The IFP driver works fine from what my colleagues tell me, but I have no experience with it myself.

M
antz
QUOTE(mickywicky @ Aug 26 2005, 08:31 AM)
> I wouldn't waste much time with iRiver UMS firmware, it's practically guaranteed that
>you'll have problems.  Maybe try the [url=http://ifp-driver.sourceforge.net/]IFP Driver
>for Linux

Yeah I heard about these problems. Except they do not affect my model, so it is worth checking which model you are interested in and whether it supports UMS out-of-the-box as any self-respecting DAP should IMHO.
The IFP driver works fine from what my colleagues tell me, but I have no experience with it myself.

M
*


I'd be interested to hear your colleagues' experiences since I never got the IFP driver to work! Probably just me though, I'm quite a newbie to Linux :-(
thinkzinc
QUOTE(icheyne @ Aug 23 2005, 09:33 AM)
I am a new Linux migrant and am in the market for a new MP3 player. I seem to have fried my old Muvo by unmounting it incorrectly.  crying.gif

I really need a Flash-based player as I will do a lot of jogging and bike riding with it.

What should I go for?
*



You can always go back to cassettes, at least they sound better!

I have had luck with SuSe. Your drive should mount as a USB disk. I used it to connect my Rio. Too bad there's no iTunes for Linux sad.gif
Hamman
Buy something that supports UMS and you'll have support out of the box on all modern Linux systems (OK, maybe not exactly all, but 99%). Or there's software that makes you able to use Creatives and Apple's DAPs in Linux.
Personally just love my H120 with Ubuntu. Just plug it in and it automounts. Then just copy over your music and unmount when you're done by right clicking on the unit and choose 'Unmount' in the dropdown menu. Having RockBox on it makes it rock even more tongue.gif
antz
QUOTE(Hamman @ Aug 28 2005, 01:01 PM)
Buy something that supports UMS and you'll have support out of the box on all modern Linux systems (OK, maybe not exactly all, but 99%).
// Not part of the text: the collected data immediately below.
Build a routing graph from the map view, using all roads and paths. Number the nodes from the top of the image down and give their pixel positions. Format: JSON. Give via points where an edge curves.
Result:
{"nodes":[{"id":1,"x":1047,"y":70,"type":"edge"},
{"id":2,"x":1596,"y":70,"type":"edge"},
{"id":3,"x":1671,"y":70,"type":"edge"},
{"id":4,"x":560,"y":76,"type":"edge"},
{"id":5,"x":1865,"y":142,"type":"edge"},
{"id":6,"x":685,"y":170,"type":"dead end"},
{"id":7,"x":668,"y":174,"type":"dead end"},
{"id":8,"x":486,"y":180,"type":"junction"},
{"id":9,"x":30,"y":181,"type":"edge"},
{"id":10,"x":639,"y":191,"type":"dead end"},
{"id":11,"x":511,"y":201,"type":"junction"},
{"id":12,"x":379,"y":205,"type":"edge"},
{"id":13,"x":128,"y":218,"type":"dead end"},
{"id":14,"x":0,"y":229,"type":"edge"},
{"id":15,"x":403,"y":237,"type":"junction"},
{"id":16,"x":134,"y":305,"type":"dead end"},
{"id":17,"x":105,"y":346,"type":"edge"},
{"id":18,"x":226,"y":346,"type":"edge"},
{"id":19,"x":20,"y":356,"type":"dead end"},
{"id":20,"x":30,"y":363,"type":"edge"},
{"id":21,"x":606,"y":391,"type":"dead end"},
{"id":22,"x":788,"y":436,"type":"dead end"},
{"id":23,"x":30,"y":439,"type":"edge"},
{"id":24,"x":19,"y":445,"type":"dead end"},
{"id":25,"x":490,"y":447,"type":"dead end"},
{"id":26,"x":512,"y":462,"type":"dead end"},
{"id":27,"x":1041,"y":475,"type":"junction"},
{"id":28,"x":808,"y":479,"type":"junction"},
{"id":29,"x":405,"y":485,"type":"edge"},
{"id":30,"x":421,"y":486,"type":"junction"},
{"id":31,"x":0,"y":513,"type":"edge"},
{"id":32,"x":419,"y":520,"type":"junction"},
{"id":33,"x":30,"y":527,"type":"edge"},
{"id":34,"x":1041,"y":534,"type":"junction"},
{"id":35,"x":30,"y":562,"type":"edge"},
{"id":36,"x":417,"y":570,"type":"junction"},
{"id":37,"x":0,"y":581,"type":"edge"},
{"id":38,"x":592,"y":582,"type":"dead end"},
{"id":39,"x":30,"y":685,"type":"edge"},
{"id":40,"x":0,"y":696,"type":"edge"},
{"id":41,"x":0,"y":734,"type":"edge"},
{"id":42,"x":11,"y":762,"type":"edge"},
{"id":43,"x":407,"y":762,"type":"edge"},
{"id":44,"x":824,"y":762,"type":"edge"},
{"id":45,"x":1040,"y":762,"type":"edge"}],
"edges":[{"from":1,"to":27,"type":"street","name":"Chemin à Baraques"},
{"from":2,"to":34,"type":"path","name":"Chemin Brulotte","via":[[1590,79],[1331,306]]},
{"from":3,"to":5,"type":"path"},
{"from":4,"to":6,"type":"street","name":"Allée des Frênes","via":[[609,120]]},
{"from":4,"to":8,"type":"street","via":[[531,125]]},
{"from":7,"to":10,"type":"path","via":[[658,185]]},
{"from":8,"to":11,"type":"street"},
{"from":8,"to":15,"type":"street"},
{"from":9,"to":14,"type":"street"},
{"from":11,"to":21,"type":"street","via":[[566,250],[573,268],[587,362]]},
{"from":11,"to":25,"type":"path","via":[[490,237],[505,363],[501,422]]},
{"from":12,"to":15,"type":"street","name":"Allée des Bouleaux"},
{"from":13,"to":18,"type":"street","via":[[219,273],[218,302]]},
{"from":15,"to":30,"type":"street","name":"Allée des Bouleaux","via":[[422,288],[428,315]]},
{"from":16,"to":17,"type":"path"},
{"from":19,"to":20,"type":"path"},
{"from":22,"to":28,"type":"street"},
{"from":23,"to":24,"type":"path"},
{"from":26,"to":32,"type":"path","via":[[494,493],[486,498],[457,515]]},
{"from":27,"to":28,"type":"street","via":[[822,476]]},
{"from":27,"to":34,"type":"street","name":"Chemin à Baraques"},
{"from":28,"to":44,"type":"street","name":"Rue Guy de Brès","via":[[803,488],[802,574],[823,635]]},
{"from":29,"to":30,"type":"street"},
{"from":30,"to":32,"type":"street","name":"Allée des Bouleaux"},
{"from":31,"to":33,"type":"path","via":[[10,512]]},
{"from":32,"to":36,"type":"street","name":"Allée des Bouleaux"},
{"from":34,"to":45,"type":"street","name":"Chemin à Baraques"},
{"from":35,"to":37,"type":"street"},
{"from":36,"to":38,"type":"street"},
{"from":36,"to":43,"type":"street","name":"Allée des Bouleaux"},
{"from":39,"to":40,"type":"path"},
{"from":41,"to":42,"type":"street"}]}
Or there's software that makes you able to use Creatives and Apple's DAPs in Linux.
Personally just love my H120 with Ubuntu. Just plug it in and it automounts. Then just copy over your music and unmount when you're done by right clicking on the unit and choose 'Unmount' in the dropdown menu. Having RockBox on it makes it rock even more tongue.gif
*


I tried Ubuntu and it auto-mounted and auto-unmounted my iRiver ifp899 (flash-based) player. Sadly I wasn't keen on Ubuntu though. Personal preferences, not because Ubuntu was bad.